Lawmakers close to striking bipartisan deal on phasing down hydrofluorocarbons
All kinds of strange things can happen in a lame-duck session — ahead of a White House transition no less — and apparently a bipartisan energy deal is among them.
Driving the news: Per multiple reports (like this Washington Examiner piece) and some of Axios' own sourcing, lawmakers are closing in on an agreement on a package that would be attached to an omnibus spending deal moving through Congress.
Why it matters: One major provision is an apparent deal on phasing down the use of hydrofluorocarbons, a very potent greenhouse gas used in refrigeration, air-conditioning and other applications.
- "We have made very good progress towards an agreement on HFC reduction," Sen. Chuck Schumer, the top Senate Democrat, said on the chamber's floor yesterday.
- He said it would be the "single biggest victory in the fight against climate change to pass this body in a decade."
The big picture: Per a draft reviewed by Axios and several reports, the overall measure contains a suite of provisions authorizing finance and overhaul of Energy Department programs to boost innovation and deployment of carbon removal tech, energy storage, renewables, nuclear and more.
- Here's a snippet of a detailed E&E News piece this morning: "In total, the bill would authorize $35.2 billion in research spending over the next decade.
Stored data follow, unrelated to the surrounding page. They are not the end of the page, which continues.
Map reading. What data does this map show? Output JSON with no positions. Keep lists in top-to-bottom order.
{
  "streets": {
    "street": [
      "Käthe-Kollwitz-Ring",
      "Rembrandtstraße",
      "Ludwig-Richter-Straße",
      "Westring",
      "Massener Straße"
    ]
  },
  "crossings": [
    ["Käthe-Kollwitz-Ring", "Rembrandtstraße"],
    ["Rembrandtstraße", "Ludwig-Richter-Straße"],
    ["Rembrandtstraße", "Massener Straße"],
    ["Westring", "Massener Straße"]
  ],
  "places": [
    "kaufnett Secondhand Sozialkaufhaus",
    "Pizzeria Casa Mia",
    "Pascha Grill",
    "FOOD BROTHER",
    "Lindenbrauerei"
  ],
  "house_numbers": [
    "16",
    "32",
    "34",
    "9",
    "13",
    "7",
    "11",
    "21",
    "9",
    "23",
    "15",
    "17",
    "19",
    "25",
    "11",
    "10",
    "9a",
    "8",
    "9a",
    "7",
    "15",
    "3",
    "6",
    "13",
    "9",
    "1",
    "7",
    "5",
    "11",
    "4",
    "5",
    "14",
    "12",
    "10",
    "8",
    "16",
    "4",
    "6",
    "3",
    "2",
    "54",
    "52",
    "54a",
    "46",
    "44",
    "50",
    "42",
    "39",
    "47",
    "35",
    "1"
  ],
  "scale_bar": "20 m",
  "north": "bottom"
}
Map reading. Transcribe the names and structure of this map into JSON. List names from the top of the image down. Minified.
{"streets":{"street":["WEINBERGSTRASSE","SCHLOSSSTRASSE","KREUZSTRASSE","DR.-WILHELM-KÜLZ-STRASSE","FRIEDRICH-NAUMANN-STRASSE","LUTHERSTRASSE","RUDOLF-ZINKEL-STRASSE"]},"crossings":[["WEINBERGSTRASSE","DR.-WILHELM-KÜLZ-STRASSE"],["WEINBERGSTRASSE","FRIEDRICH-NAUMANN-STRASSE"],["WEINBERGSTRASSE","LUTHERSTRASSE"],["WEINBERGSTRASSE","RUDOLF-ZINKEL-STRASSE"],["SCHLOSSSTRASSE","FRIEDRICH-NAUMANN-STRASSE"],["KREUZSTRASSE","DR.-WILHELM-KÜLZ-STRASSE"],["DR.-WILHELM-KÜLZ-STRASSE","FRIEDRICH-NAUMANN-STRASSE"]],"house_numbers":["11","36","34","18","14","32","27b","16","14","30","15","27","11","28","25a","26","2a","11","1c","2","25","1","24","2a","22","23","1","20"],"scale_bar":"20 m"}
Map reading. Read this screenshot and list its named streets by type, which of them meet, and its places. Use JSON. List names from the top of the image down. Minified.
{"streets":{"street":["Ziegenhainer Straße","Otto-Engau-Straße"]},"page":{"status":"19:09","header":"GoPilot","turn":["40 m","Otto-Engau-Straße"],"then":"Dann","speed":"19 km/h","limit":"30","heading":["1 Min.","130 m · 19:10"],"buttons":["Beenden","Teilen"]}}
That includes more than a dozen demonstration projects on advanced nuclear reactors, energy storage and carbon capture technologies."
Yes, but: Bipartisan energy deals come around extremely rarely, so let's see if this actually happens.
- Roll Call reported last night that "House Democratic leadership had not delivered an official blessing of the energy deal" and that the situation is "fluid."